Il ne pouvait plus parler. Il ne pouvait plus respirer. Il avait l’impression que son identité même était en train de se briser. C’était exactement ce qui se passait. Au plus profond de lui, il sentait quelque chose qui n’était pas lui remonter à la surface. Submergé par la douleur, il ne fallut pas plus de dix secondes pour que Furcas disparaisse.

« C’est un réveil plutôt brutal… »

Il avait toujours l’apparence d’un jeune garçon, mais sa voix trahissait une grande ancienneté.

« C’est de ta faute si tu dors si profondément, Archidémon Furcas », répondit Marchosias en se moquant de lui.

C’était l’Archidémon qui avait autrefois franchi la barrière d’Alshiera, détruisant son esprit au passage.

« C’est plutôt déprimant de devoir voir ton visage morose dès mon réveil… », marmonna-t-il en soupirant. « Qu’est-ce que tu me veux après tout ce temps ? »

« Quelle question idiote ! Je t’ai réveillé parce que j’ai besoin de ton pouvoir. Tu es le seul sorcier à avoir jamais franchi la barrière d’Alshiera sans porter son sang. »

Bien qu’ils aient franchi la barrière par accident, Zagan et Lilith étaient les deux personnes de l’époque actuelle dans lesquelles le sang d’Alshiera coulait le plus fort. Furcas était donc le seul à s’y être rendu sans avoir la moindre goutte de son sang.

« Quelle nullité ! » cracha Furcas. « Je n’ai pas réussi à tenir le coup de l’autre côté. Mon voyage n’a été qu’un échec. »

« Personne ne peut y résister », lui dit Marchosias. « Et pourtant, tu as survécu à cet endroit. Tu ne peux pas simplement accepter mes félicitations pour cette réussite ? »
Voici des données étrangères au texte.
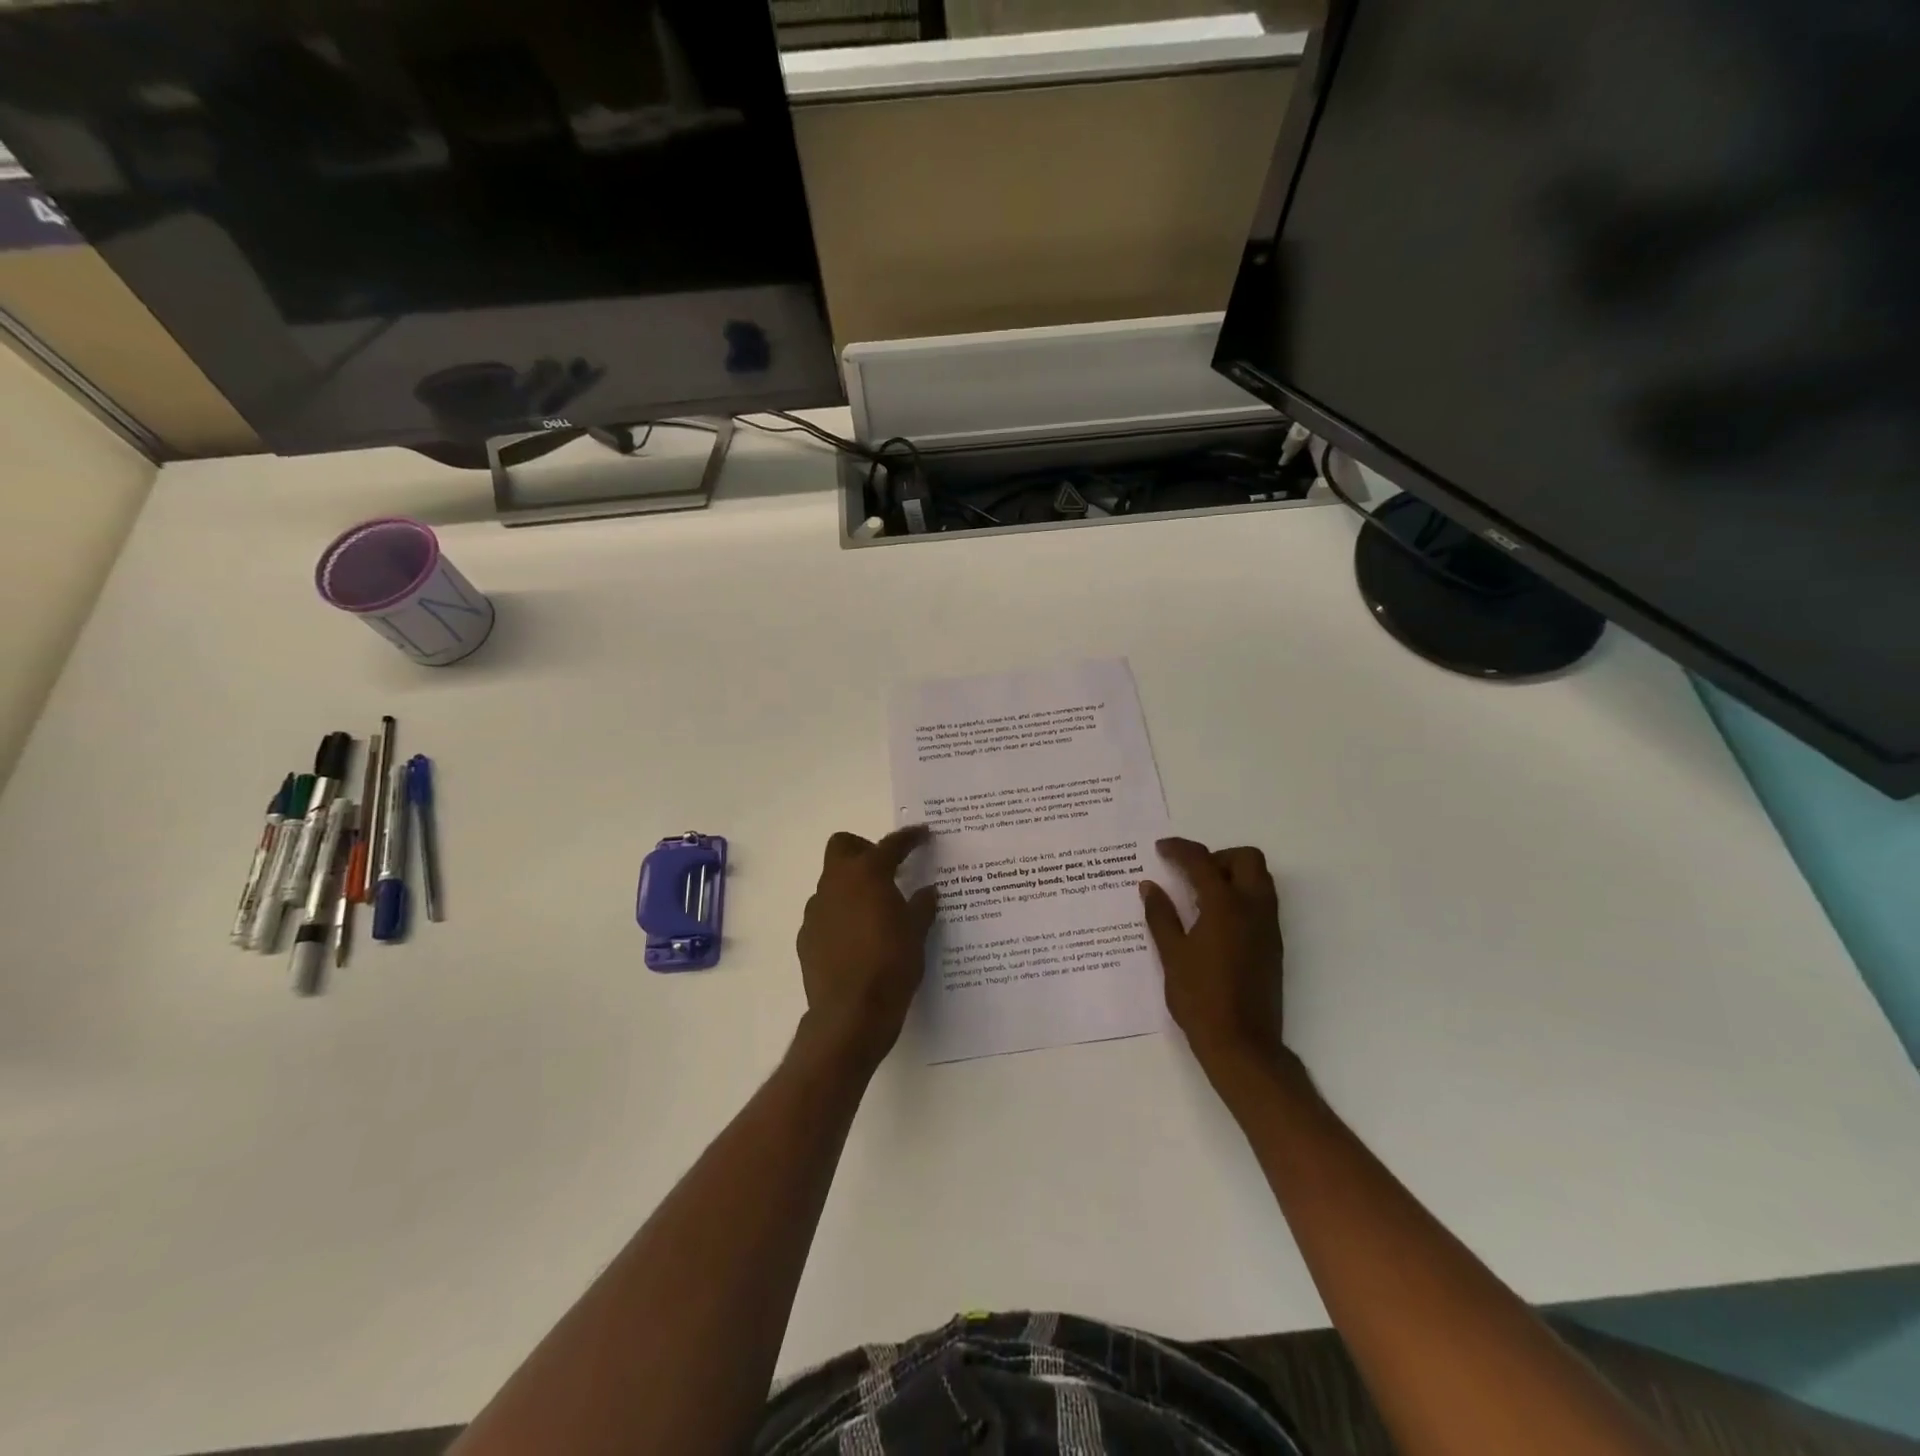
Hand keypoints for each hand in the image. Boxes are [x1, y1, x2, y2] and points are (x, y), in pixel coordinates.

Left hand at [795, 826, 939, 1071]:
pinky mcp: (806, 936)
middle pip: (843, 846)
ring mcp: (816, 910)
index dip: (909, 838)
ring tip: (874, 910)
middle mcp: (836, 883)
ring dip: (851, 886)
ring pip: (832, 882)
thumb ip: (922, 906)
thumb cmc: (891, 965)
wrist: (851, 1014)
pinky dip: (841, 915)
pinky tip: (857, 939)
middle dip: (864, 849)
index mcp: (867, 874)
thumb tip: (928, 891)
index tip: (923, 835)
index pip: (890, 844)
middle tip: (887, 869)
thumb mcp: (917, 934)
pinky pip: (825, 913)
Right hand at [1141, 838, 1285, 1078]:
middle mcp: (1253, 908)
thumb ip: (1161, 915)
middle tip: (1190, 873)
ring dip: (1232, 874)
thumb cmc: (1200, 998)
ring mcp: (1268, 926)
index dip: (1180, 849)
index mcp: (1225, 906)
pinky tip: (1213, 919)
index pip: (1203, 861)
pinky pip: (1261, 902)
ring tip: (1199, 895)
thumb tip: (1150, 886)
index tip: (1161, 848)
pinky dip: (1240, 895)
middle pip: (1245, 859)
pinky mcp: (1272, 944)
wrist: (1242, 1044)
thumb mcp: (1172, 955)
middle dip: (1217, 856)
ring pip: (1259, 879)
Furcas secoua la tête et répondit :

« Ça ne doit pas forcément être moi. Un jour, le Purgatoire ou un endroit similaire atteindra cet endroit lui aussi. »

C’est pour cette raison que Marchosias avait essayé de contacter Barbatos par l’intermédiaire d’Eligor. Furcas, qui n’en avait pas conscience, le savait grâce à ses souvenirs.
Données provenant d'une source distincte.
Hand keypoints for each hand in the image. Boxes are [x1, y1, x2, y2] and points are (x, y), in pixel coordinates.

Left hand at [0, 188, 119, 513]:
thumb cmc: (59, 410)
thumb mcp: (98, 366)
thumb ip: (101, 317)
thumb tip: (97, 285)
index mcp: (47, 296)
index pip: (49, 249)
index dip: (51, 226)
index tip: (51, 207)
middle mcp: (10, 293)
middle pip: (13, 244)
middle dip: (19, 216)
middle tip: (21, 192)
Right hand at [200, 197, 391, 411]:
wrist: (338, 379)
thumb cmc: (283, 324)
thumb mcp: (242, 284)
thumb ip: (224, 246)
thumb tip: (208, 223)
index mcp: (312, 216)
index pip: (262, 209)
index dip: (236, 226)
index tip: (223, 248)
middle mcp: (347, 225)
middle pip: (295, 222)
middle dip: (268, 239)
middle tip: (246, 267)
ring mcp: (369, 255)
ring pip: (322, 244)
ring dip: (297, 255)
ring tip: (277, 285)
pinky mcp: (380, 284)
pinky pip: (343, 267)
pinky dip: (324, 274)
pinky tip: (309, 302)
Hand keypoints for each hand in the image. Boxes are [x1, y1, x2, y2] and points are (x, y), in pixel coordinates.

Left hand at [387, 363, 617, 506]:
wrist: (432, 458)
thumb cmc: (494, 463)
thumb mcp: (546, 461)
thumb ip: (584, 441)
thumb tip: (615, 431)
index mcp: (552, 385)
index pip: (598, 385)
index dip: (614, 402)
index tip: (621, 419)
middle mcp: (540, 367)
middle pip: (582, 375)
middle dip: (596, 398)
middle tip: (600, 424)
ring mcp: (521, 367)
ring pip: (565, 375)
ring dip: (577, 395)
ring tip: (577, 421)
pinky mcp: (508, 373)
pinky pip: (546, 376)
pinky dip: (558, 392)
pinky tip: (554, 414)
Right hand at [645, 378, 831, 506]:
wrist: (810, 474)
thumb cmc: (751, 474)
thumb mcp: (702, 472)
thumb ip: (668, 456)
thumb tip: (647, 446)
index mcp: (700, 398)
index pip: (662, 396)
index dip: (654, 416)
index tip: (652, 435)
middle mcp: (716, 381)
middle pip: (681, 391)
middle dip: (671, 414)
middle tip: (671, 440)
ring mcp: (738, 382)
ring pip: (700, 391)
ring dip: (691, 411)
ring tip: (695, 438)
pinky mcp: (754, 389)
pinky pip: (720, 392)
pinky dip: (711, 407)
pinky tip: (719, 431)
« Peut-être, mais il m’a rejeté », répondit Marchosias en haussant les épaules avec indifférence. « De toute façon, on n’a pas le temps d’attendre ce “jour-là”. Et surtout, tu es le seul à connaître les coordonnées exactes de cet endroit. »
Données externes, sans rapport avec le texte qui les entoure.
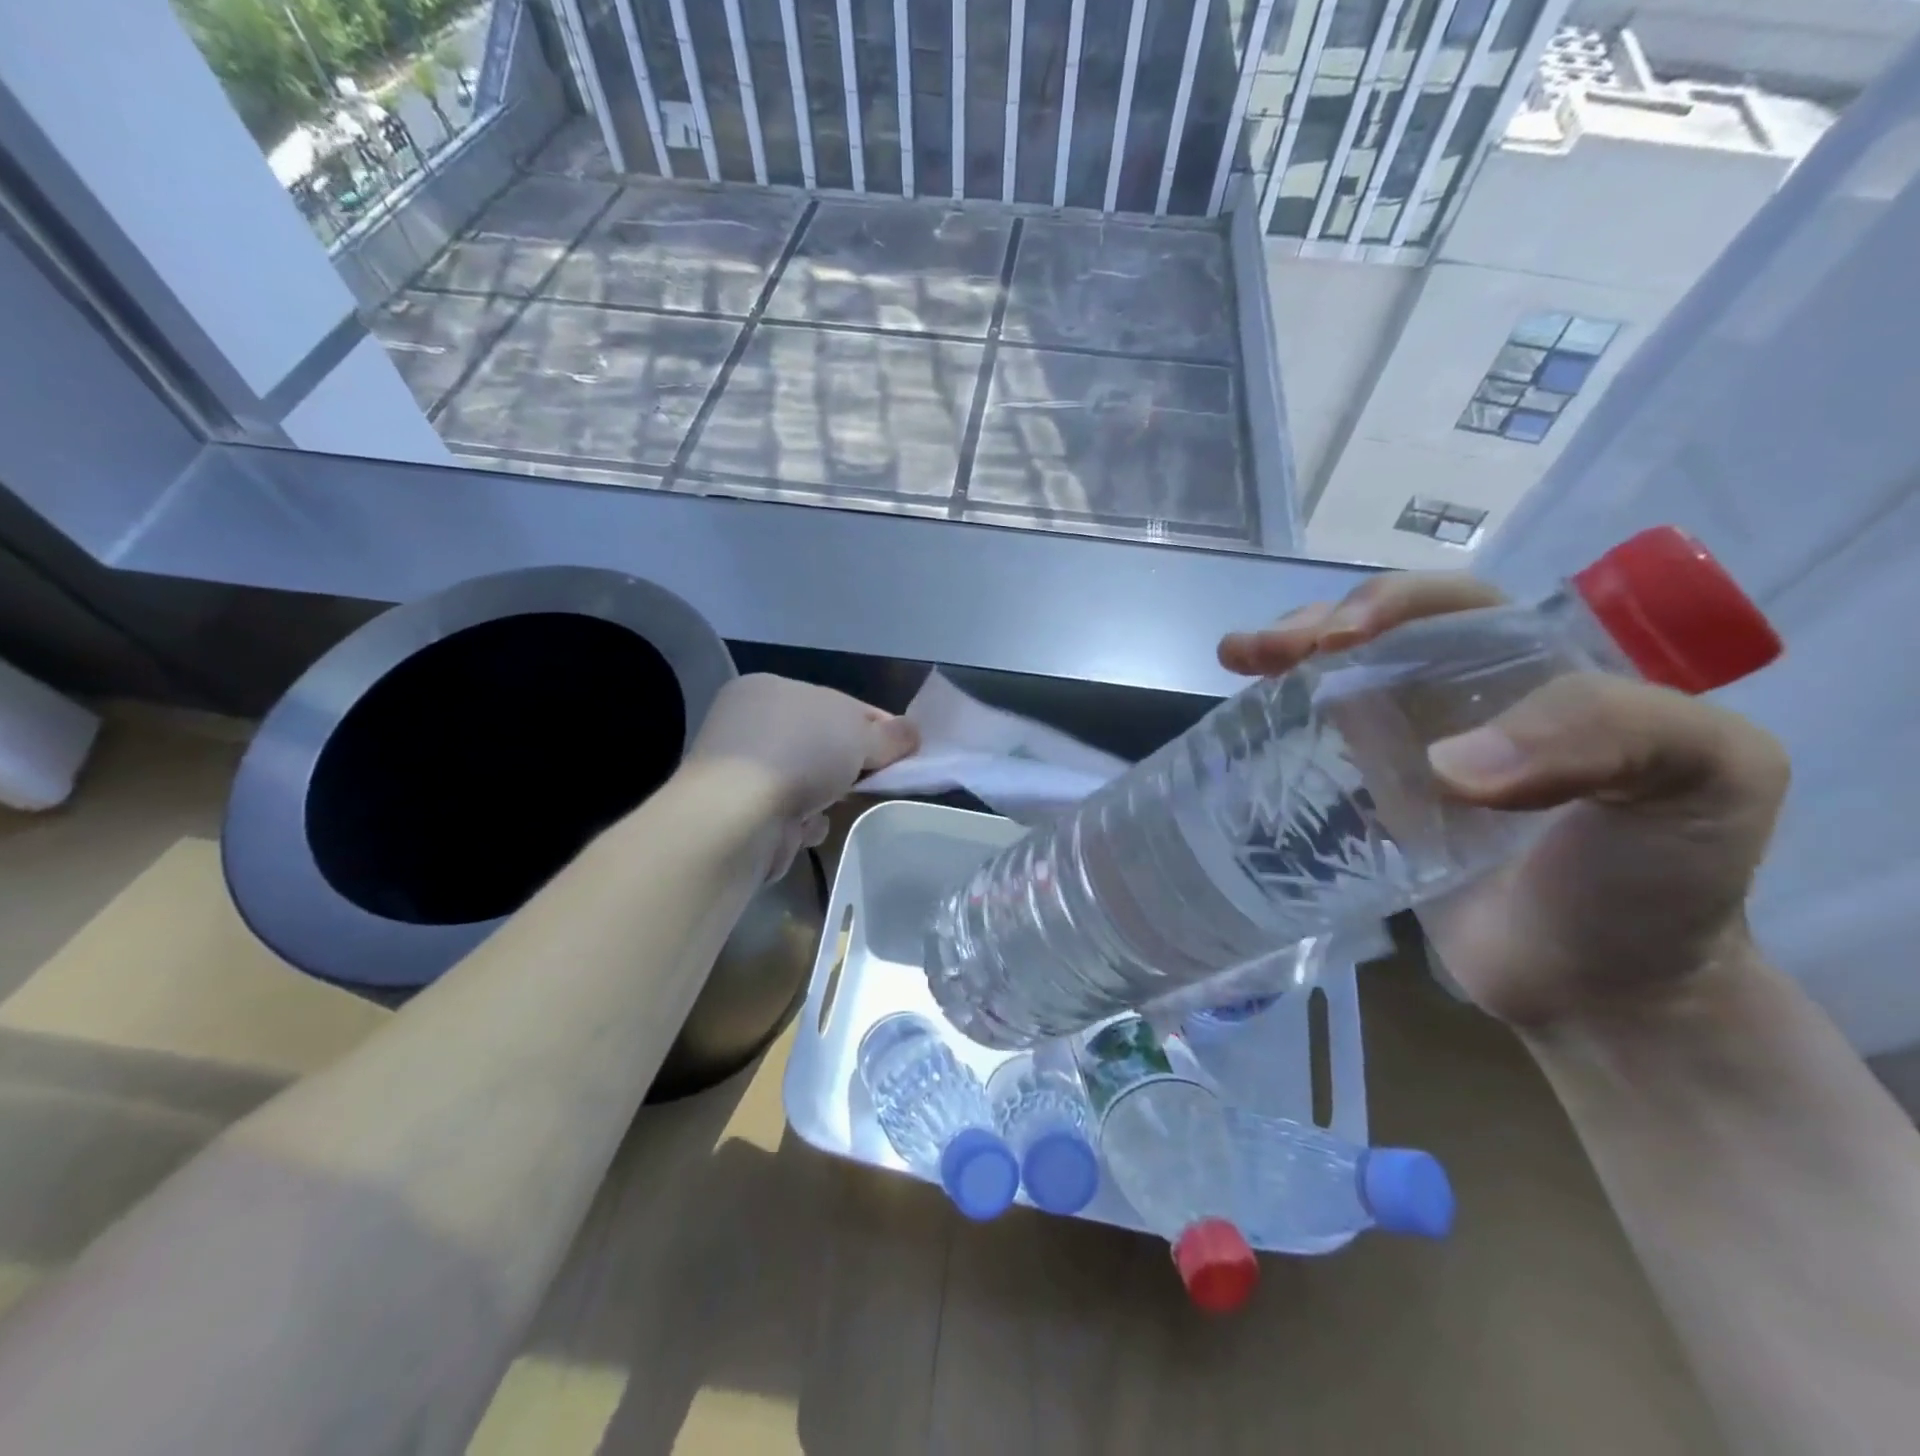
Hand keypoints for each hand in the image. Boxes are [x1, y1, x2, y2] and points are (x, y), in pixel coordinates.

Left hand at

« Est-ce pour ça que tu m’as réveillé ? Malheureusement, ce n’est pas une raison suffisante pour que je t’obéisse. »

Furcas avait été vaincu sans avoir réalisé son rêve; il se fichait donc désormais d’être effacé.

« Non, tu vas coopérer avec moi », affirma Marchosias, le regard étonnamment sérieux. « Tu es la seule personne à qui je dévoilerai mon véritable objectif. »

« Hmm… ? »

Les mots qui sortirent ensuite de la bouche de Marchosias étaient quelque chose que Furcas — ou quiconque — aurait pu prévoir.